Açık kırıklardaki radial sinir felci konservatif tedavi edilen kırıklardan farklılıklar mevcuttur. Foster, yaptığı çalışmada 14 açık kırıklı ve radial sinir felçli olguda erken eksplorasyon ile % 65 oranında aynı seansta onarılabilir patolojiler saptamıştır. (88) Sinir felcine neden olan patolojinin büyük oranda onarılabilir olması sebebiyle açık kırıklarda sinirin eksplorasyonu rutin olarak önerilmektedir.

C.Enfeksiyon: Çoğunlukla açık kırıklar sonrası veya cerrahi sonrası kontaminasyon ilk gelişen bir komplikasyondur. Geç dönemde de görülebilir. Enfeksiyon osteomiyelit ve kaynamama gibi ciddi problemlere yol açabilir.

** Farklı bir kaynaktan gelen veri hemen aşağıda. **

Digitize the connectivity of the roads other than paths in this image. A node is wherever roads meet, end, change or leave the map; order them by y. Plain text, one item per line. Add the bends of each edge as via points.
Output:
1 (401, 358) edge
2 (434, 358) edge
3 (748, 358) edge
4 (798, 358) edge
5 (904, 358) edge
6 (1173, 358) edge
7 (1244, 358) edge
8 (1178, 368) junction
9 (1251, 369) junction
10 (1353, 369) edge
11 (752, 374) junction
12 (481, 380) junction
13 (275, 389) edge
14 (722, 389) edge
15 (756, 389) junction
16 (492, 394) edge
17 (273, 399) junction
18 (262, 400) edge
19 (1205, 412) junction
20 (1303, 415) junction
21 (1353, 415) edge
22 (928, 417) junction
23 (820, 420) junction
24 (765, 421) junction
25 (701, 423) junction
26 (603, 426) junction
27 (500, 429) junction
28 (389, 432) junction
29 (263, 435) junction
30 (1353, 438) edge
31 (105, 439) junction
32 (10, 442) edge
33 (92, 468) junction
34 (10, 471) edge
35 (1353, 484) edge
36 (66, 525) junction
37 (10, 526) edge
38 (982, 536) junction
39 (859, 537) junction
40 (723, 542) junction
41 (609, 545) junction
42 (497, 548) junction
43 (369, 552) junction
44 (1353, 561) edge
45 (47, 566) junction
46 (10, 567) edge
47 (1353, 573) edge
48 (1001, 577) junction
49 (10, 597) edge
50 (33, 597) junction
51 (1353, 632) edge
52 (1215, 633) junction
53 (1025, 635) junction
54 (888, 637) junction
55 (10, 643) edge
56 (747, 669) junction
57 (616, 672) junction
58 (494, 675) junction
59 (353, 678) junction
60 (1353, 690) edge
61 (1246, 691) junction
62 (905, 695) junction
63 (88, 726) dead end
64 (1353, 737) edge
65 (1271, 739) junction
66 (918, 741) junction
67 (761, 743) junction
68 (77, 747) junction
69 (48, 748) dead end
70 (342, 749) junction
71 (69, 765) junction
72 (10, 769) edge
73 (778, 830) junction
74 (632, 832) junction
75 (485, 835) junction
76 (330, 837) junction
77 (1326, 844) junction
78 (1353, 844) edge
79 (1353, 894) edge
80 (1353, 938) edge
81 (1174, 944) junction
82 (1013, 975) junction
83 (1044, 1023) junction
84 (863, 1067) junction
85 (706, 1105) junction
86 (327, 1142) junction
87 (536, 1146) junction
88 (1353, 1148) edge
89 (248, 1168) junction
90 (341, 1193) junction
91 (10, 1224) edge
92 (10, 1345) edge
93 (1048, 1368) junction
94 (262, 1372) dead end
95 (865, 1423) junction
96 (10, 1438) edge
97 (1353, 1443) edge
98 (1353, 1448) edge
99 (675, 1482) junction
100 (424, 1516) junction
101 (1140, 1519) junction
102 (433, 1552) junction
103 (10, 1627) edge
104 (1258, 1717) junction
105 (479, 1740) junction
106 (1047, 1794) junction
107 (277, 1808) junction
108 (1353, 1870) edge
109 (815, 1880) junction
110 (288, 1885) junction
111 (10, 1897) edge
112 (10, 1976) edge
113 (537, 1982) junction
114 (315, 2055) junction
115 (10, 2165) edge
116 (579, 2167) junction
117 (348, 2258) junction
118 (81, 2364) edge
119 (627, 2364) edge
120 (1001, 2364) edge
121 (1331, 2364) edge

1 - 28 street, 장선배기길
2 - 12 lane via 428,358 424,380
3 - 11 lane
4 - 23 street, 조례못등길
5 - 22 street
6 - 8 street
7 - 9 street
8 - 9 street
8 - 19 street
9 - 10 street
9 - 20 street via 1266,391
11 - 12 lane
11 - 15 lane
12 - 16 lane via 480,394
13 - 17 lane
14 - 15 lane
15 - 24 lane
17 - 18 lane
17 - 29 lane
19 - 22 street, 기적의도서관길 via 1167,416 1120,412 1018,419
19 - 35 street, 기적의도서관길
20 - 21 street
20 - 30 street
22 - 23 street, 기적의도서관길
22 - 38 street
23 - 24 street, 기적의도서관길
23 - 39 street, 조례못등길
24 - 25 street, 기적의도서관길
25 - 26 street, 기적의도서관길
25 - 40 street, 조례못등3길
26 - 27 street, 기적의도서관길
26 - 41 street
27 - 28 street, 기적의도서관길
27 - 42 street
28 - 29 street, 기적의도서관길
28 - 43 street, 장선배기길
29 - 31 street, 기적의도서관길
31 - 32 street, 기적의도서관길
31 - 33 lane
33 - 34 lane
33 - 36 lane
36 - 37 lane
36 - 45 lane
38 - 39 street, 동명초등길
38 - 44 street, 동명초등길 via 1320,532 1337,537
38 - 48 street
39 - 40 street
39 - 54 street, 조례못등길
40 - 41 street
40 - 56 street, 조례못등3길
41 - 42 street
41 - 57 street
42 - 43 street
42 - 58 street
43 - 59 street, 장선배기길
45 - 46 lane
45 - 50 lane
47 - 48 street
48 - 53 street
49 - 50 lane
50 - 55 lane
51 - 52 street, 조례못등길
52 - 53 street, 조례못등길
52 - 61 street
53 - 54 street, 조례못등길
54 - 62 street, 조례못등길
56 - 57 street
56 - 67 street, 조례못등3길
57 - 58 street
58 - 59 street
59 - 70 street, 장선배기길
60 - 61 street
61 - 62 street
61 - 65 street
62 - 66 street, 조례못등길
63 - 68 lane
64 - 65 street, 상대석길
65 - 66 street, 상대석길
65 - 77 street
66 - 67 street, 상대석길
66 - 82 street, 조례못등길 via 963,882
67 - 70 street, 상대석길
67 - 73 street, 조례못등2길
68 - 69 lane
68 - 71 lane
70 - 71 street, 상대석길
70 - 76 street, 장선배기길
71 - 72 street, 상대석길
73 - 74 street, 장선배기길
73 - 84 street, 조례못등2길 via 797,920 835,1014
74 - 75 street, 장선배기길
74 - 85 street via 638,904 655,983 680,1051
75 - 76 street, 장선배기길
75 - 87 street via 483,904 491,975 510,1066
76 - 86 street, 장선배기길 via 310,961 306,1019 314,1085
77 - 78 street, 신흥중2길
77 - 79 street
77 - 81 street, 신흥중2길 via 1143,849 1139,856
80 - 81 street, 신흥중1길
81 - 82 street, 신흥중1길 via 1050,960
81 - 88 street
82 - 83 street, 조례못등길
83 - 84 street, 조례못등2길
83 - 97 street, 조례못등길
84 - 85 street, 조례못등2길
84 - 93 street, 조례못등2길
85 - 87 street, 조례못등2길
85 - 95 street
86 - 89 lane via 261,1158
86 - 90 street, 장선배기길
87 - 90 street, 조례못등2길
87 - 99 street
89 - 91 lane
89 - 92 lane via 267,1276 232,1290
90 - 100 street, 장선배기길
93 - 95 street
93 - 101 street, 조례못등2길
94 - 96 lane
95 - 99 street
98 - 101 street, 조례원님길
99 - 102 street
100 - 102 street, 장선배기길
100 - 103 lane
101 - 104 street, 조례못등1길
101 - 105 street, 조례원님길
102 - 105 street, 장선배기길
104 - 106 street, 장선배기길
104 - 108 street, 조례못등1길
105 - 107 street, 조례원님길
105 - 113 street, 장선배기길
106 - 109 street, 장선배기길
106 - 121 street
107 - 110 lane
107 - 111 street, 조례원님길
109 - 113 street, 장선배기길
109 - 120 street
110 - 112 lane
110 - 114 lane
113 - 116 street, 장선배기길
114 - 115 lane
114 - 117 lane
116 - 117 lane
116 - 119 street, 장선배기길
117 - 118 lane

D.Kompartman sendromu II. Geç komplikasyonlar:

A.Kaynama gecikmesi veya kaynamama: Kırık tedavisinde 4 ay sonra radyolojik konsolidasyon görülmemesi kaynama gecikmesi, 8 ay sonra da konsolidasyon görülmemesi kaynamama olarak değerlendirilir. (89) Humerus cisim kırıklarında %2-33 oranında kaynamama rapor edilmiştir. (90) Transvers kırıklarda, segmenter ve parçalı kırıklarda bu komplikasyonlar daha sıkdır. Yetersiz redüksiyon, yetersiz stabilite, çevre yumuşak doku hasarının fazla olması, yaşlılık, steroid kullanımı, alkol kullanımı, obezite kaynamama veya kaynama gecikmesi için risk faktörüdür. Plak fiksasyonu ile % 6, esnek intramedüller çivilerle % 8, kilitli intramedüller çiviler ile ise % 33’e varan yüksek kaynamama oranları bildirilmektedir.(91)

B.Yanlış kaynama: 3 cm’den fazla kısalık, sagital planda 20 derece frontal planda 30 dereceden fazla açılanma fonksiyonel problemler oluşturur.

C.Komşu eklem fonksiyon kısıtlılığı: Uzun süren immobilizasyon, çoklu travma ve aynı ekstremide başka problemler olması omuz ve dirsek ekleminde fonksiyon kısıklılığıne neden olur. Steward ve Hundley omuz ve dirsek hareketlerinin her planda 40 dereceden fazla kısıtlanmasını fonksiyonel kısıtlılık olarak değerlendirmiştir. (92) Erken mobilizasyon bu komplikasyonun oluşmaması için en önemli önlemdir.

D.Refraktür :Kırık kaynamasının olumsuz etkilendiği durumlarda ve özellikle patolojik kırıklarda refraktür sık gözlenir.